Alexandre Mignon would have had courage to face the bloody jaws if he had had his little community at his back, but alone it was beyond his strength. He let things go at first, without committing himself, but he suffered, passing through agonies something like those of Clerambault, but with a different result. He was less impulsive and more intellectual. In order to efface his last scruples he hid them under close reasoning, and with the aid of his colleagues he laboriously proved by a + b that war was the duty of consistent pacifism. His League had every advantage in dwelling on the criminal acts of the enemy; but did not dwell on those in its own camp. Alexandre Mignon had occasional glimpses of the universal injustice; an intolerable vision, on which he closed his shutters....

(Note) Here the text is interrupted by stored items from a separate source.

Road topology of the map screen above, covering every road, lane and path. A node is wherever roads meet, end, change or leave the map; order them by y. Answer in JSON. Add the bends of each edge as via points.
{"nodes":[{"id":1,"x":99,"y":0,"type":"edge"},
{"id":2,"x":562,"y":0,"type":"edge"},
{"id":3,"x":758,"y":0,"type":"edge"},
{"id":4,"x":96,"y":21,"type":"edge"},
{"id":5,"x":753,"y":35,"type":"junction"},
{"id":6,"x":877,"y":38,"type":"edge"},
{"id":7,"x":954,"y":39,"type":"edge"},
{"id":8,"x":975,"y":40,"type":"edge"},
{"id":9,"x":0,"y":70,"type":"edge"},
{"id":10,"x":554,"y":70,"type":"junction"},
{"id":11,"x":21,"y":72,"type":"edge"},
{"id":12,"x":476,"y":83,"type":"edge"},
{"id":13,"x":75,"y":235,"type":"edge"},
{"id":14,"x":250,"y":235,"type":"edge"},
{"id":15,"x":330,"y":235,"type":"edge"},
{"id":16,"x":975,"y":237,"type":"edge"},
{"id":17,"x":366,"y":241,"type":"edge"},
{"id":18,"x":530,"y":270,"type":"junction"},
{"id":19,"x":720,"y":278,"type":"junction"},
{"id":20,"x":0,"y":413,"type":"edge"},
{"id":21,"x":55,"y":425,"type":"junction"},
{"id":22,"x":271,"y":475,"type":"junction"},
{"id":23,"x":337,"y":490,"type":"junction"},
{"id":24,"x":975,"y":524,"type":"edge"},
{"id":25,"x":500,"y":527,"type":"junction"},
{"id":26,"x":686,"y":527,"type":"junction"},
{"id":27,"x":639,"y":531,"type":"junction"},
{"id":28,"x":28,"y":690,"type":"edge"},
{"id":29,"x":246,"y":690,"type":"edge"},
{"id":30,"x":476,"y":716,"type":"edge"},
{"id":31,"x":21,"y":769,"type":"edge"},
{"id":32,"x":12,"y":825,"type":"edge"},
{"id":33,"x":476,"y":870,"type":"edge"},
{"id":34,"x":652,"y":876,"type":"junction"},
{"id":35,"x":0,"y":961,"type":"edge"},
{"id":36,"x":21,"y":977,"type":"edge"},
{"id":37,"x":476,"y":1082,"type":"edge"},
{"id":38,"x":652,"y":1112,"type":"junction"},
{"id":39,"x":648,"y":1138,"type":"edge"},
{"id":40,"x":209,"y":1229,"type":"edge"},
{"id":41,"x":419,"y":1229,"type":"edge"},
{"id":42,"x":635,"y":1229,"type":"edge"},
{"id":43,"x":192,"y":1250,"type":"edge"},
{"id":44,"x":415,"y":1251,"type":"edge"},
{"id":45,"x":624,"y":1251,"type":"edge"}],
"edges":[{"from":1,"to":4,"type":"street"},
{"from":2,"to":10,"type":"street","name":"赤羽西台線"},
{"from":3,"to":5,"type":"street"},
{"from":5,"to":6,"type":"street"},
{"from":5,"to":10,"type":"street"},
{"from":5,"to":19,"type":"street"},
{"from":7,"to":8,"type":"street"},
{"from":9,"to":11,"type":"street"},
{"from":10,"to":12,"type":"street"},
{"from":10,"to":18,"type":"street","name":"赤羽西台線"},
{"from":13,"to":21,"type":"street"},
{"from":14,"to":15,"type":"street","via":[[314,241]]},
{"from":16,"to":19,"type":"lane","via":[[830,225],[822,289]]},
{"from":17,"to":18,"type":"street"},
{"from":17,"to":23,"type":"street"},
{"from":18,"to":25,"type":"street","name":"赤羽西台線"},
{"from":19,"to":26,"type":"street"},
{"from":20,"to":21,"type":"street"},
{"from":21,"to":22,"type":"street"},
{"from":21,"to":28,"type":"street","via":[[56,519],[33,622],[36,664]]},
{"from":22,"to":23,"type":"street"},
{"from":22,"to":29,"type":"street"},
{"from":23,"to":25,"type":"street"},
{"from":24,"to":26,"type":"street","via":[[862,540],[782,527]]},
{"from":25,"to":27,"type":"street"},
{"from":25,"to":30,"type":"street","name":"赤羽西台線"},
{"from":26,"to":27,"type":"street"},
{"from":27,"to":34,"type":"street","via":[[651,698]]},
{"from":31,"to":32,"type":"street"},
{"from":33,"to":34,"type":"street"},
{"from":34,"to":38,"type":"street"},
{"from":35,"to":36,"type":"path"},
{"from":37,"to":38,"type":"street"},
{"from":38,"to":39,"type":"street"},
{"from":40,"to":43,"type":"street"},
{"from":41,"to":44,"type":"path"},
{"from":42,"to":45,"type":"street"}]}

In proportion as he was swaddled in his war arguments, it became more difficult for him to disentangle himself, and he persisted more and more. Suppose a child carelessly pulls off the wing of an insect; it is only a piece of nervous awkwardness, but the insect is done for, and the child ashamed and irritated, tears the poor creature to pieces to relieve his own feelings.
The pleasure with which he listened to Clerambault’s mea culpa may be imagined; but the effect was surprising. Mignon, already ill at ease, turned on Clerambault, whose self-accusations seemed to point at him, and treated him like an enemy. In the sequel no one was more violent than Mignon against this living remorse.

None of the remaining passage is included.